Collected data entries.
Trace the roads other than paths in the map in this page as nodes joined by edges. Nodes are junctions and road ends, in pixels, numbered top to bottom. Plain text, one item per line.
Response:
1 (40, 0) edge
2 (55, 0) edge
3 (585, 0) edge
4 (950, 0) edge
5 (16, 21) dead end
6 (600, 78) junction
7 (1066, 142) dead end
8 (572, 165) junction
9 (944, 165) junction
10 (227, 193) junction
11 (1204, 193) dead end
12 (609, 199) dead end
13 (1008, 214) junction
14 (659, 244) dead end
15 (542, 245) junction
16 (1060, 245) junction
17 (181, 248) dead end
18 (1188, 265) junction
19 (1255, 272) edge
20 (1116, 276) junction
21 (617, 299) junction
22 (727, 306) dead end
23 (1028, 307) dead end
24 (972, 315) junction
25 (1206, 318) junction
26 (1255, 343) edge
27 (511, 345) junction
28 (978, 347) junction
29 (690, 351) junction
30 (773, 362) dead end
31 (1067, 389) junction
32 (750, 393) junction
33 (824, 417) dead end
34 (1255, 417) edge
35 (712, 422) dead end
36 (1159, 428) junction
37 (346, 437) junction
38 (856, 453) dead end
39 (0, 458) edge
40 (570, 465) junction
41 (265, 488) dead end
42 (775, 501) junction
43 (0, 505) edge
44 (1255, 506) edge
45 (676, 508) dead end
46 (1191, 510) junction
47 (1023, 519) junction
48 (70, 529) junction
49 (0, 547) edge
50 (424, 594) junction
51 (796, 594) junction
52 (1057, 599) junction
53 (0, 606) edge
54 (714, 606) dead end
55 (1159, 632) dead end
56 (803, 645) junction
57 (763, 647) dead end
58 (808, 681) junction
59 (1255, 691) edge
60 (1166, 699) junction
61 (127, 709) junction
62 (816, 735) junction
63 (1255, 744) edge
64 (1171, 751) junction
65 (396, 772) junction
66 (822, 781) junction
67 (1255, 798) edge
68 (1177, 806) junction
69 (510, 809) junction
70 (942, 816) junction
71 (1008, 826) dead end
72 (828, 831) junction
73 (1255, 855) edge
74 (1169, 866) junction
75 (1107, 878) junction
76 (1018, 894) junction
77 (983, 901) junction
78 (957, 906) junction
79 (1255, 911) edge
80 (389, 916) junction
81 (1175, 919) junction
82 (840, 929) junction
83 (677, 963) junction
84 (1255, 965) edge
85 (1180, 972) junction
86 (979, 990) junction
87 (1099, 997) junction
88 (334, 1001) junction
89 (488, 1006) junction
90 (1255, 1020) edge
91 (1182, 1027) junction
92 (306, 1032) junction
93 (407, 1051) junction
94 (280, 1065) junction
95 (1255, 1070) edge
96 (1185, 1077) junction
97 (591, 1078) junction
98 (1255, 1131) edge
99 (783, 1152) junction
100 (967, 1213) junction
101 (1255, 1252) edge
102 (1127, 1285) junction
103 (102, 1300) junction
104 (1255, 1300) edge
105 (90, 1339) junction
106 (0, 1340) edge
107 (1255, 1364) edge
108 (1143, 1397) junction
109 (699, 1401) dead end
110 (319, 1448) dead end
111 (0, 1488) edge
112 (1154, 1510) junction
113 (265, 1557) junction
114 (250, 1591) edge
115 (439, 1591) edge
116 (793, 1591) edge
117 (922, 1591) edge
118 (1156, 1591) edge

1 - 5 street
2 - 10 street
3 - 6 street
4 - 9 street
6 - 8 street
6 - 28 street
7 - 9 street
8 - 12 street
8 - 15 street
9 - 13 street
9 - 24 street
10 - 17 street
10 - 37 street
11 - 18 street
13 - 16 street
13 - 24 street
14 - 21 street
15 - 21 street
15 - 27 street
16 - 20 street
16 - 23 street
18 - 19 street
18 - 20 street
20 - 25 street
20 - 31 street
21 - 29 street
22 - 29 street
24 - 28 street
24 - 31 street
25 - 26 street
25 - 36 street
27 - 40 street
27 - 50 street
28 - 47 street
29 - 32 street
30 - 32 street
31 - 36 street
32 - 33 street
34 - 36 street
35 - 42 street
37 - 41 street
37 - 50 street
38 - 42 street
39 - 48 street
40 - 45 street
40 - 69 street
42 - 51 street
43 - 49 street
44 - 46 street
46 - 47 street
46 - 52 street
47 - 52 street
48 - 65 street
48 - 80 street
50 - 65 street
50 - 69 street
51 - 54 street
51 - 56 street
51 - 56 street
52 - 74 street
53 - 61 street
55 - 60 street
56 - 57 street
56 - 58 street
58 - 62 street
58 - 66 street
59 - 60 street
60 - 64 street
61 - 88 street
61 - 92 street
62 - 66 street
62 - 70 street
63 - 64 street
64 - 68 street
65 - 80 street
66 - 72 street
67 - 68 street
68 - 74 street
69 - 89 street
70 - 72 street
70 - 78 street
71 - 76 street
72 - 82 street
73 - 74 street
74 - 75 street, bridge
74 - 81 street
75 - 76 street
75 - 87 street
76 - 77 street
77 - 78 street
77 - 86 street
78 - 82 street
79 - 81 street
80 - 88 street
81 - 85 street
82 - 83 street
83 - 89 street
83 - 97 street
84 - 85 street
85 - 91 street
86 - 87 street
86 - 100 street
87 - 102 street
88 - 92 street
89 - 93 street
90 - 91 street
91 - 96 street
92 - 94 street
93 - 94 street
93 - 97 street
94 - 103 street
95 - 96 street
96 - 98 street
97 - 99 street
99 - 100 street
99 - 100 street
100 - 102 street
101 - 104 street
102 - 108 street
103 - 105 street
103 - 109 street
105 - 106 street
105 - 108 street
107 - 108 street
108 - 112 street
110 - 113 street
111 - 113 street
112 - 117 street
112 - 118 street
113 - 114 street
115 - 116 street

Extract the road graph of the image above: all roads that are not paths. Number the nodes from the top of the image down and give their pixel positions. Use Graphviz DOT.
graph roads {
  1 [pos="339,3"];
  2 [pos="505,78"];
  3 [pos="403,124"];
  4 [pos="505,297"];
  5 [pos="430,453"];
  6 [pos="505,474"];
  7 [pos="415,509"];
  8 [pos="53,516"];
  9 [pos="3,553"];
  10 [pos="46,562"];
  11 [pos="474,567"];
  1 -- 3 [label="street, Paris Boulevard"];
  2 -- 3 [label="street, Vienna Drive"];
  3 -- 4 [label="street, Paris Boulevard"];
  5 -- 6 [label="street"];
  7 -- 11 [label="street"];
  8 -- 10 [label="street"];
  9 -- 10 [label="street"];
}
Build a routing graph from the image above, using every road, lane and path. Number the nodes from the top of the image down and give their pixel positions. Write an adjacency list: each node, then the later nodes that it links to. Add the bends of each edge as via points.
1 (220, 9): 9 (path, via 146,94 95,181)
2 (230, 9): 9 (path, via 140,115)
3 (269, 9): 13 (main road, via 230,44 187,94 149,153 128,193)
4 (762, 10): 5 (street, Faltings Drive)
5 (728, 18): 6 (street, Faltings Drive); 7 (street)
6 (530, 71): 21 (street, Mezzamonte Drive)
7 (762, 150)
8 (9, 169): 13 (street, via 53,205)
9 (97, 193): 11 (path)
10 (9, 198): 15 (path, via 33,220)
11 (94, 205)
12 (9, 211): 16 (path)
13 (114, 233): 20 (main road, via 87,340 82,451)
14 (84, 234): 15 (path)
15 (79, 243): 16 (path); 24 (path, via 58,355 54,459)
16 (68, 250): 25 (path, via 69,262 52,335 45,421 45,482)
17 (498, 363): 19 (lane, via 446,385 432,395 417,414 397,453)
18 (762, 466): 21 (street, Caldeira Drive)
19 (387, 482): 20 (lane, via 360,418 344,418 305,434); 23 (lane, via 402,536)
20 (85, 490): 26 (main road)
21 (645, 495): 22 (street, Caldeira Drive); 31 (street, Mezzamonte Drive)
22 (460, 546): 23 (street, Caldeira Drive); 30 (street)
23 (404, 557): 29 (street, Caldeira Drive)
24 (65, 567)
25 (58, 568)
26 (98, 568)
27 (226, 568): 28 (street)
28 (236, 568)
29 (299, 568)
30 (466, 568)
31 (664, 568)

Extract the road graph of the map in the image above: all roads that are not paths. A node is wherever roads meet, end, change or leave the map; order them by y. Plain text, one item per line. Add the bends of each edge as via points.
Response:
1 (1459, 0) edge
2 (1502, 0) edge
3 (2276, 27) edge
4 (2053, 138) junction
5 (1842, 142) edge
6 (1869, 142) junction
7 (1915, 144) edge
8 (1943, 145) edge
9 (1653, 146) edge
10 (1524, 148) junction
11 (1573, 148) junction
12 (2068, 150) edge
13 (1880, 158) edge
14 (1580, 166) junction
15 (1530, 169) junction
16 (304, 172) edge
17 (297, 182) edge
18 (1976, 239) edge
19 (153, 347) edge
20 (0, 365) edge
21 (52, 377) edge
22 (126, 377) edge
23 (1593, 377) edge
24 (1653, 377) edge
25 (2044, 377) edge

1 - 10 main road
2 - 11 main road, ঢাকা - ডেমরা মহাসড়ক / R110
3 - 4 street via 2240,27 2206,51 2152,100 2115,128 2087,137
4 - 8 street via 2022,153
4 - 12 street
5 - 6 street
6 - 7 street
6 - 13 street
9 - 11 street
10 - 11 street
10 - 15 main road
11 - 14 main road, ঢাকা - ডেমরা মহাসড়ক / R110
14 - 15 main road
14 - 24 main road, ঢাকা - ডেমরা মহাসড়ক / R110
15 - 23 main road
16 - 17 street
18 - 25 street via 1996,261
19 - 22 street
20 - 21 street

Brief. Please say how many lines above contain "each", number only.

Expected answer. 2